Tuberculosis (TB), caused by Mycobacterium tuberculosis (Mtb), is a major global health threat, worsened by the emergence of drug-resistant strains and by the lengthy six-month treatment time needed to effectively manage the disease. The drug bedaquiline (BDQ) is now a key component of novel regimens for treating multi-drug resistant (MDR) tuberculosis, but its effectiveness is threatened by newer drug-resistant Mtb strains.

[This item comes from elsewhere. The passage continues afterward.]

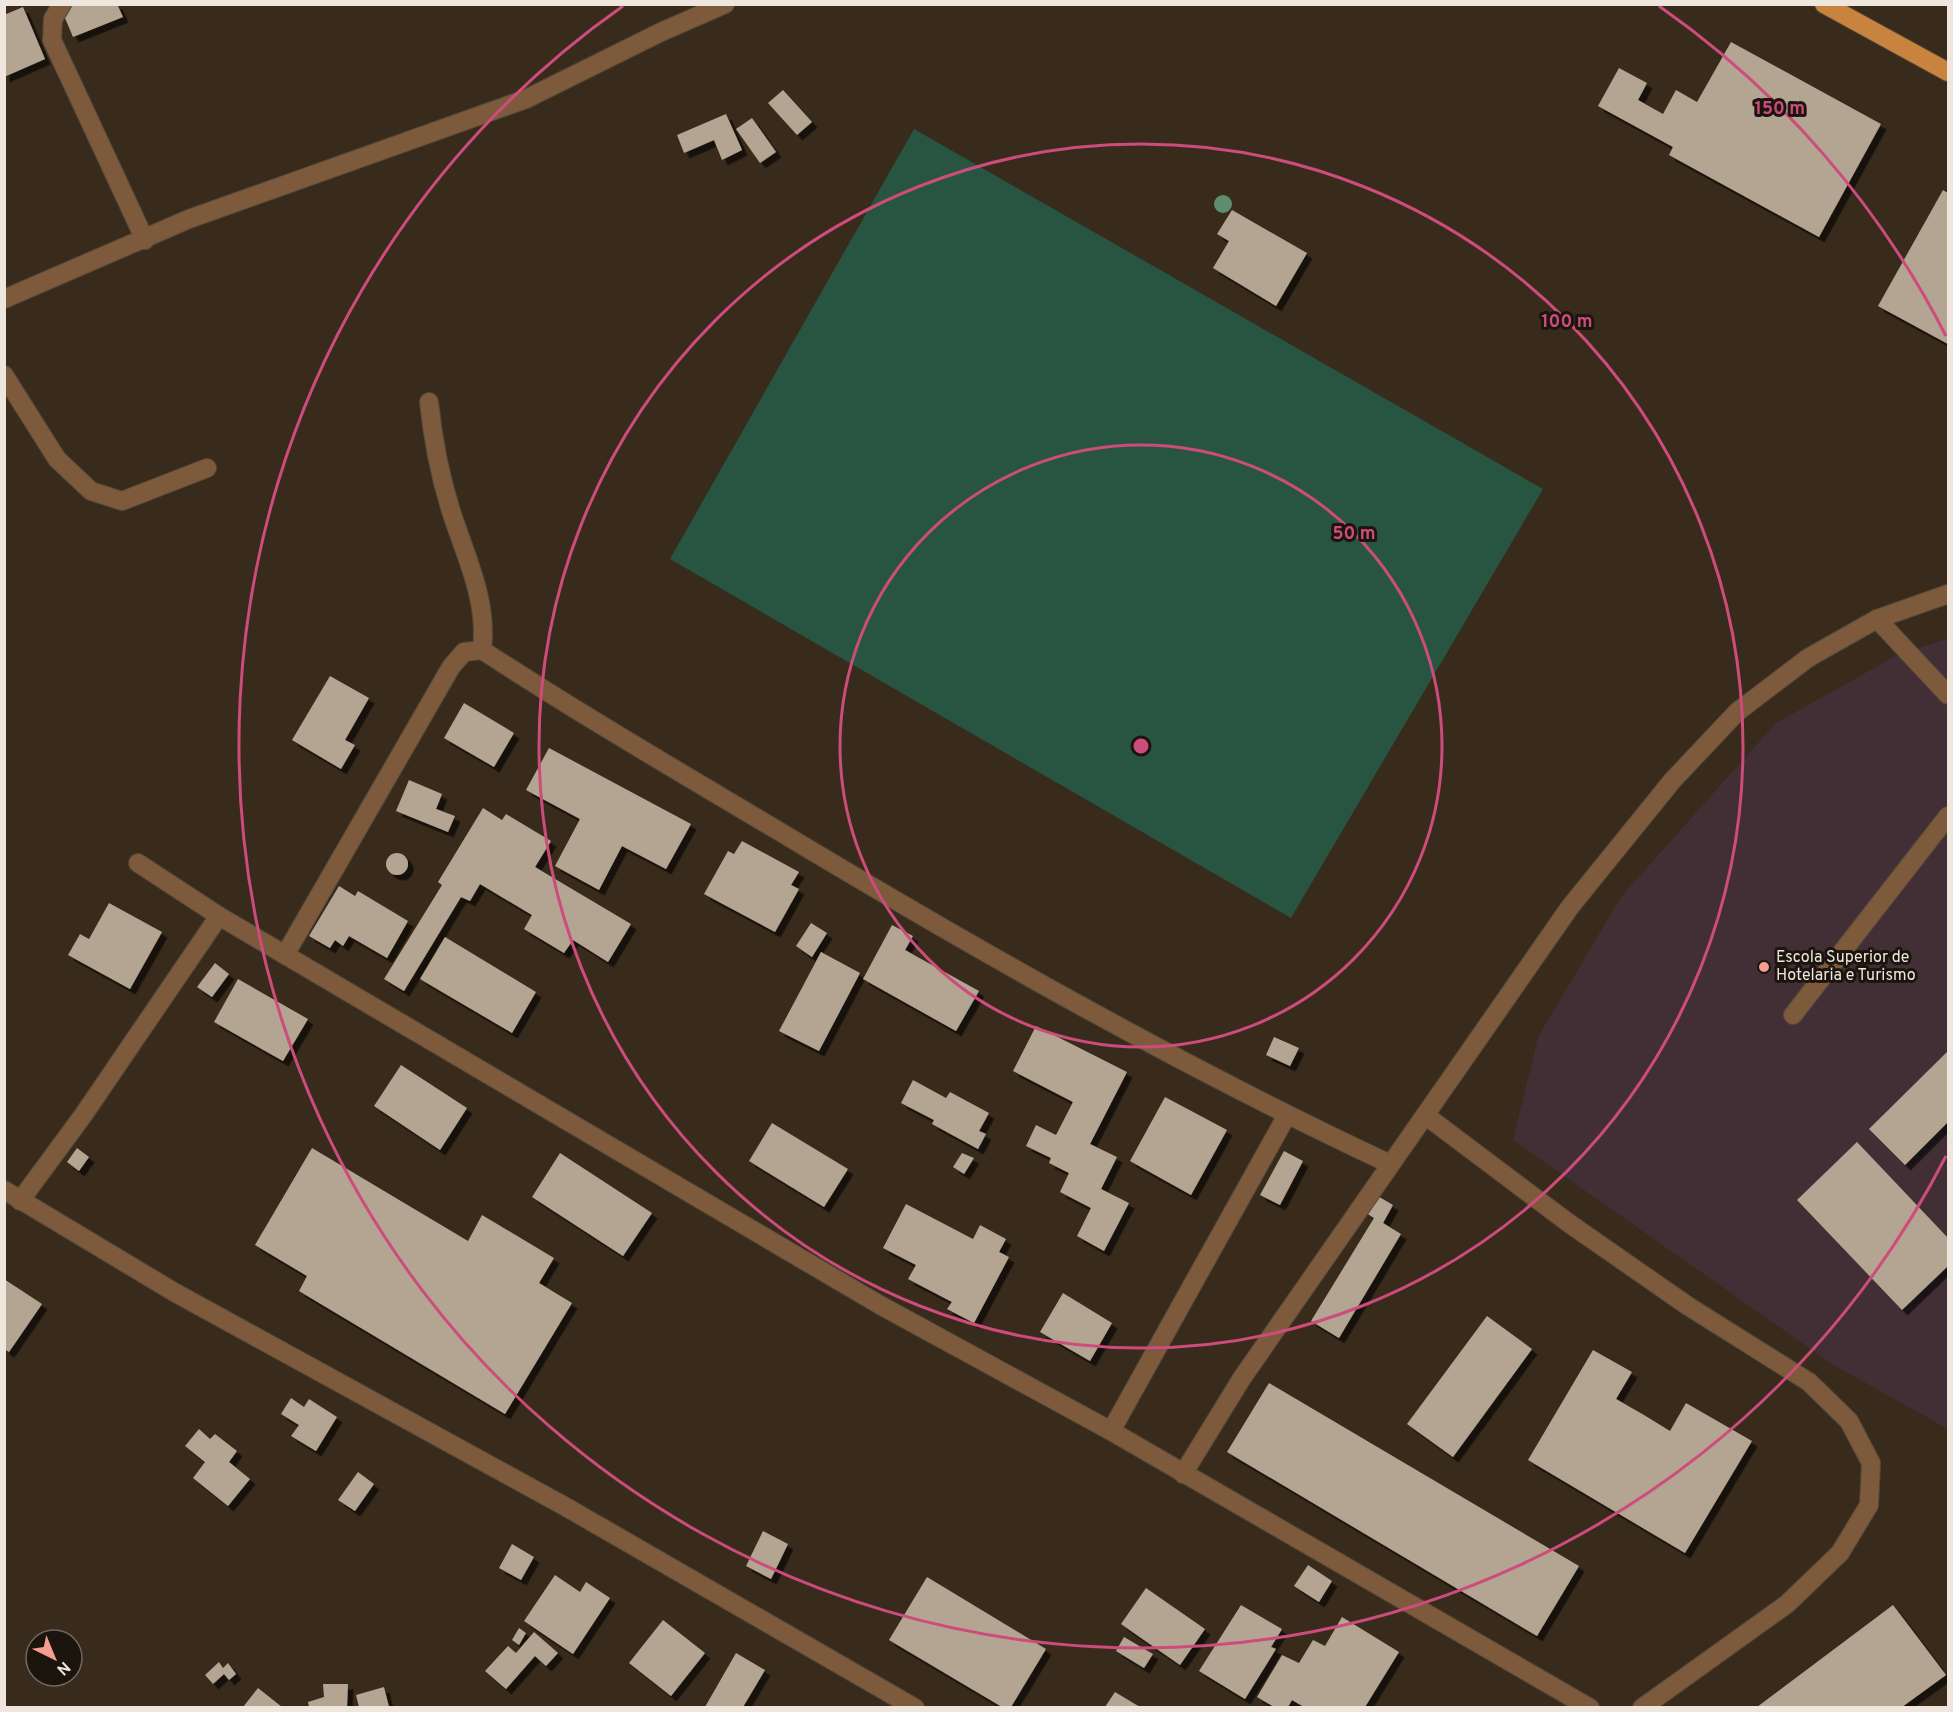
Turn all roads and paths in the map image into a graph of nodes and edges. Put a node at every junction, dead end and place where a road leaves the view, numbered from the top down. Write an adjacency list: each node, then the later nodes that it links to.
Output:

William R. Jacobs Jr., Ph.D., and Catherine Vilcheze, Ph.D., have recently investigated whether vitamin C could enhance BDQ’s activity against Mtb. The researchers found that combining BDQ with vitamin C eliminated drug-susceptible as well as multi-drug-resistant Mtb cultures in vitro within 21 days. The combination also enhanced Mtb killing in infected human macrophages and peripheral blood mononuclear cells. Further analysis revealed that the BDQ/vitamin C combination induces widespread metabolic disruption in Mtb, characterized by upregulation of stress response, metal ion homeostasis genes and downregulation of energy metabolism and cell-wall biosynthesis genes. The findings suggest that vitamin C could be a safe and inexpensive adjunct that enhances the effectiveness of the current TB drug regimen, shortens treatment times, and counteracts drug resistance during treatment for multi-drug-resistant TB.

The results were published online on June 25 in mBio. Dr. Jacobs is the Leo and Julia Forchheimer Chair in Microbiology and Immunology and professor of genetics and of microbiology & immunology at Einstein. Dr. Vilcheze, a research assistant professor in microbiology & immunology at Einstein is the first author on the study.